Most faculty members say data-driven assessments and accountability efforts aren’t helping them improve the quality of teaching and learning at their colleges and universities, according to the 2016 Inside Higher Ed Survey of Faculty Attitudes on Technology. Instead, instructors and a large share of academic technology administrators say the efforts are mainly designed to satisfy accreditors and politicians -- not to increase degree completion rates.
It has been another tumultuous year in educational technology. The past 12 months have seen new ways to deliver education and course materials, new start-ups promising to revolutionize teaching and research, and new questions about the role of technology in and outside the classroom.
In the midst of those new developments, old concerns remain. Faculty members are still worried that online education can’t deliver outcomes equivalent to face-to-face instruction. They are split on whether investments in ed-tech have improved student outcomes. And they overwhelmingly believe textbooks and academic journals are becoming too expensive.
The findings also show faculty members are creating new opportunities with technology. Through experimentation with online education, for example, faculty members say they are able to serve a more diverse set of students and think more critically about how to engage students with course content, and with free and open course materials, they say they are increasing access to education.
About the Survey
Inside Higher Ed's 2016 Survey of Faculty Attitudes on Technology was conducted in conjunction with researchers from Gallup. Inside Higher Ed regularly surveys key higher ed professionals on a range of topics.

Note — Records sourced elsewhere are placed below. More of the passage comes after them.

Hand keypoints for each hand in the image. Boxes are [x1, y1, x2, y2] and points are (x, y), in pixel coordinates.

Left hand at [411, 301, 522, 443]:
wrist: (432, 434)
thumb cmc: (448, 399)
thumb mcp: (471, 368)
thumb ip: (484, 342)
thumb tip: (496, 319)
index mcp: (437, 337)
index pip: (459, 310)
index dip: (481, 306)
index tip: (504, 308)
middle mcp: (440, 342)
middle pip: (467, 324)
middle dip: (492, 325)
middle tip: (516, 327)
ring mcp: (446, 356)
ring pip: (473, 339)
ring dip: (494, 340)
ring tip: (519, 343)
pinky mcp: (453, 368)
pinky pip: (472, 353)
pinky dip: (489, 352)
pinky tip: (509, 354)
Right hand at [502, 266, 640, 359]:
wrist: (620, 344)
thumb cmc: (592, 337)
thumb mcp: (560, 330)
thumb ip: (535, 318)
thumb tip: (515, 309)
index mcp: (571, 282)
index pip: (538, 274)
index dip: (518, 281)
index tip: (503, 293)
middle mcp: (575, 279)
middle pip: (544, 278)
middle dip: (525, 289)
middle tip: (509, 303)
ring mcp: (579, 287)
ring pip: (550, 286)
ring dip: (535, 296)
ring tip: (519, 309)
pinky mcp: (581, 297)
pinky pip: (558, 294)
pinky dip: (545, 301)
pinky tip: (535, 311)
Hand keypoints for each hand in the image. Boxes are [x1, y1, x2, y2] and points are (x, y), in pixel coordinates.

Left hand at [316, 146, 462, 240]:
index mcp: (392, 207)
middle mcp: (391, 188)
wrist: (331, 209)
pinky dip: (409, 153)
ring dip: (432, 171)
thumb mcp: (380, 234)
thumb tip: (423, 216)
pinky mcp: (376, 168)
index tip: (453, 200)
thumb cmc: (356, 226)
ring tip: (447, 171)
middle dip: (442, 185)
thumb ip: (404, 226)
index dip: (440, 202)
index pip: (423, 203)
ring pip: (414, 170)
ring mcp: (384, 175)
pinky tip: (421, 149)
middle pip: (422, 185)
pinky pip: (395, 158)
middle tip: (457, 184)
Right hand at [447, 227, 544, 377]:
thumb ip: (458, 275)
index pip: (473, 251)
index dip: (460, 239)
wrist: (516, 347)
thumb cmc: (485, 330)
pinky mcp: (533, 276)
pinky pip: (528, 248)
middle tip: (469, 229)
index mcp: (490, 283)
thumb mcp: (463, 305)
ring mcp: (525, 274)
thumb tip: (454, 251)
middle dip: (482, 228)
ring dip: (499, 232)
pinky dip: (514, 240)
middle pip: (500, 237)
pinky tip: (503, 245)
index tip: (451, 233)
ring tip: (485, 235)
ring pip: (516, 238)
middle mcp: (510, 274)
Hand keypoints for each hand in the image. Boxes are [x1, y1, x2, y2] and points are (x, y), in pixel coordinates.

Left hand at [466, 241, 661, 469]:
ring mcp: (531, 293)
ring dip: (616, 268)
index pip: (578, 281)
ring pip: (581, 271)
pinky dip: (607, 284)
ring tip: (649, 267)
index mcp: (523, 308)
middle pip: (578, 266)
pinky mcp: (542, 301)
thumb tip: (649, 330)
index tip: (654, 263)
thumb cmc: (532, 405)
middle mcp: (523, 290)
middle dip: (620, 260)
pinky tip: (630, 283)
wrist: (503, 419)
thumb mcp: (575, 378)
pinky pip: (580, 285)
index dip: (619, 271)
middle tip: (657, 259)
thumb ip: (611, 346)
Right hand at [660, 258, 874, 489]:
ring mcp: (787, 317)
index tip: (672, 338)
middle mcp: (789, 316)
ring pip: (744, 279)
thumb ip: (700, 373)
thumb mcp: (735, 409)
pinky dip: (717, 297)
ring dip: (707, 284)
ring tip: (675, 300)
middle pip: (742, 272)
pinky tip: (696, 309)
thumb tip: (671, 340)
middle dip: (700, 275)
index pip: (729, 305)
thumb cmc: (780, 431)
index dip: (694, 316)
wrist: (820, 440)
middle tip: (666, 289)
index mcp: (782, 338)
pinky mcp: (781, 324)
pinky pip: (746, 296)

On Tuesday, Nov. 29, at 2 p.m. Eastern, Inside Higher Ed will present a free webinar to discuss the results of the survey. Register for the webinar here.

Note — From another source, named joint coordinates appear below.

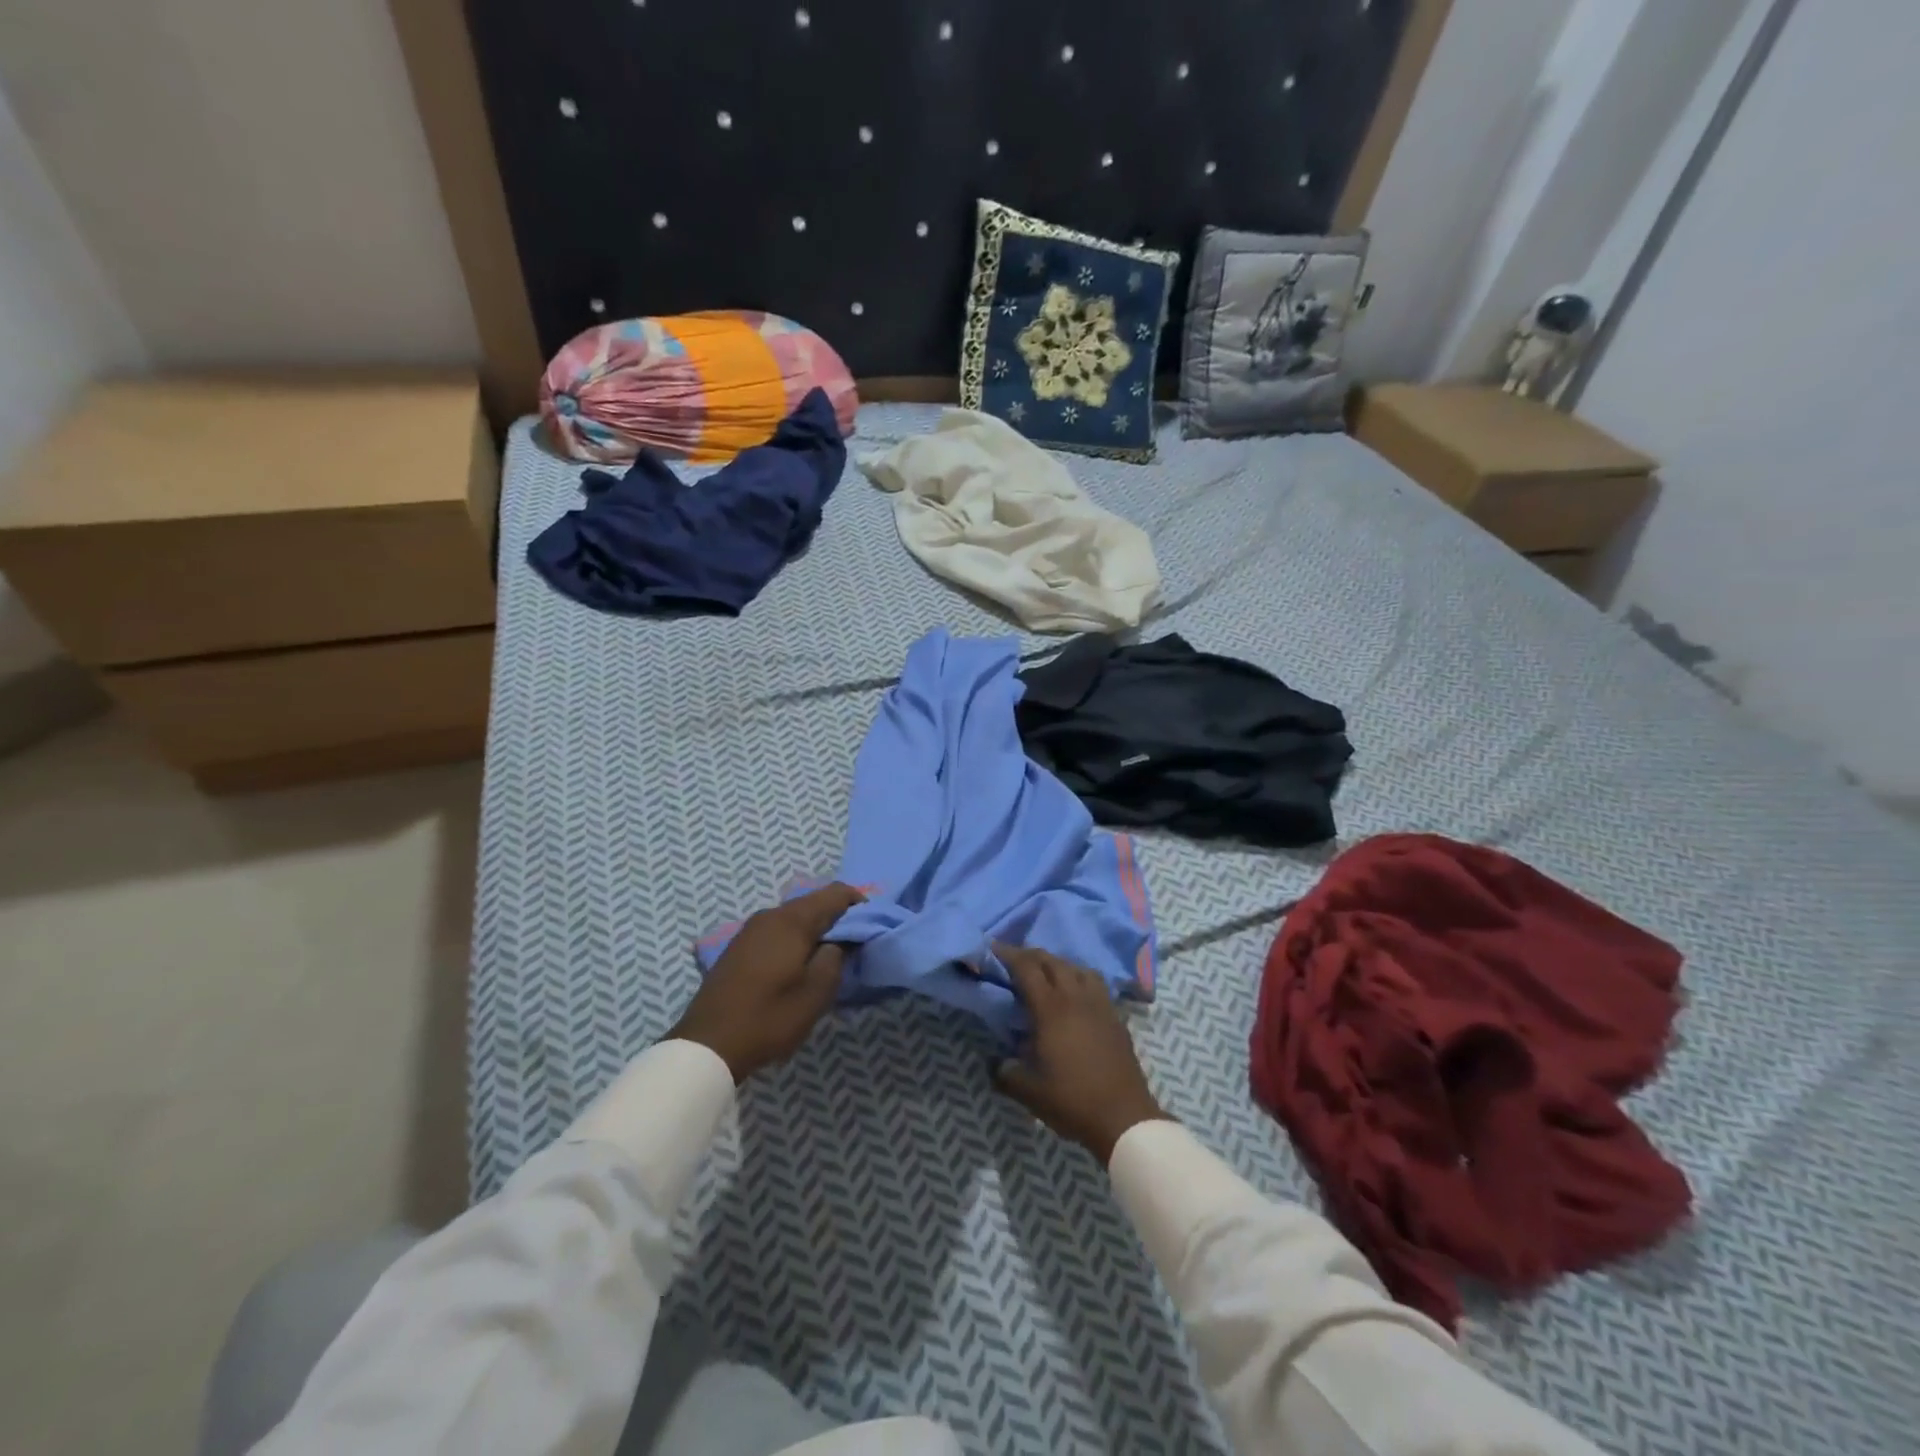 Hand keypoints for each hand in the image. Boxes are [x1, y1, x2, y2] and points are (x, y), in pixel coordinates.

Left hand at [670, 883, 864, 1082]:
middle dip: (838, 918)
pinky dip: (795, 939)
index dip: (860, 904)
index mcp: (792, 920)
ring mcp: (751, 929)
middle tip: (855, 945)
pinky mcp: (739, 946)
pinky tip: (799, 964)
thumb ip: (836, 957)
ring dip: (816, 930)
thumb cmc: (769, 1017)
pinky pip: (777, 930)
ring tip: (830, 957)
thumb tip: (842, 939)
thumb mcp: (816, 993)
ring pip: (794, 917)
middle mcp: (771, 915)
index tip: (873, 927)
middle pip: (814, 903)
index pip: (836, 893)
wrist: (707, 1044)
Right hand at [991, 944, 1169, 1164]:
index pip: (1027, 969)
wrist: (1124, 1117)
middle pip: (1052, 961)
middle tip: (1013, 960)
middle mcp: (1076, 997)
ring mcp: (1100, 1004)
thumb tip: (997, 1063)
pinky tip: (1074, 995)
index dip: (1008, 954)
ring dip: (1057, 963)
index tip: (993, 948)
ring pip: (1077, 967)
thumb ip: (1006, 1073)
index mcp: (1051, 1009)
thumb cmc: (1073, 1101)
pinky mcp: (1115, 1017)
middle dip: (1030, 955)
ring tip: (1045, 974)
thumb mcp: (1029, 1092)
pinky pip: (1094, 983)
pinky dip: (1078, 977) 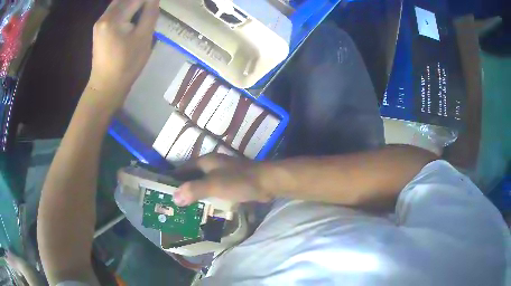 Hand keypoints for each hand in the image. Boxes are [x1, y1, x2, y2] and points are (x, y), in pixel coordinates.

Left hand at [87, 0, 159, 109]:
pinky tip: (134, 15)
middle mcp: (104, 16)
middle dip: (139, 1)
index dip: (148, 0)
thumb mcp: (143, 38)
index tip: (155, 4)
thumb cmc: (126, 65)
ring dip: (133, 3)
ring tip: (144, 10)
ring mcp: (99, 23)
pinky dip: (126, 8)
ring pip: (119, 3)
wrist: (106, 87)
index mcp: (113, 18)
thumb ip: (150, 13)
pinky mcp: (99, 28)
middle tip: (150, 7)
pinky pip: (114, 11)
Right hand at [172, 154, 272, 205]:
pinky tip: (204, 207)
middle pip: (192, 176)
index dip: (173, 178)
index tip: (163, 190)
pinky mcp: (231, 183)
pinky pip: (214, 190)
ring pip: (203, 183)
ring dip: (195, 193)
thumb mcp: (214, 184)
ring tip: (185, 208)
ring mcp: (223, 174)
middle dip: (183, 188)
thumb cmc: (239, 181)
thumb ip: (194, 189)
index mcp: (206, 161)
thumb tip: (174, 197)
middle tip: (173, 203)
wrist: (267, 182)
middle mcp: (212, 165)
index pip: (183, 169)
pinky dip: (208, 197)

The Inside Higher Ed Survey of Faculty Attitudes on Technology was made possible in part with support from Barnes & Noble College, Explorance, Knowlura, Mediasite by Sonic Foundry, and VitalSource.
Inside Higher Ed teamed with Gallup to hear from faculty members and academic technology administrators on these and other issues. The survey results are based on responses from instructors and administrators from all over higher education -- public, private and for-profit institutions, from two-year colleges to major research universities. The final sample of 1,671 faculty members and 69 administrators who oversee academic technology is therefore meant to create a representation of higher education as whole.
The free report can be downloaded here. Other highlights include:
- Fewer administrators and faculty members this year said technology in the classroom has led to significantly improved student outcomes, and more of them are having a harder time justifying investments in ed tech.
- Faculty members are conflicted about the scholarly publishing landscape. About half of surveyed instructors said they have more respect for research published in subscription journals than in open-access journals, but on the other hand, they strongly believe subscription journals are too expensive, for individuals and libraries alike. They are also concerned about adequate compensation for authors and peer reviewers.
- Both administrators and faculty members believe colleges are taking appropriate steps to protect personal information and intellectual property from cyberattacks. Few believe those security measures infringe on their privacy.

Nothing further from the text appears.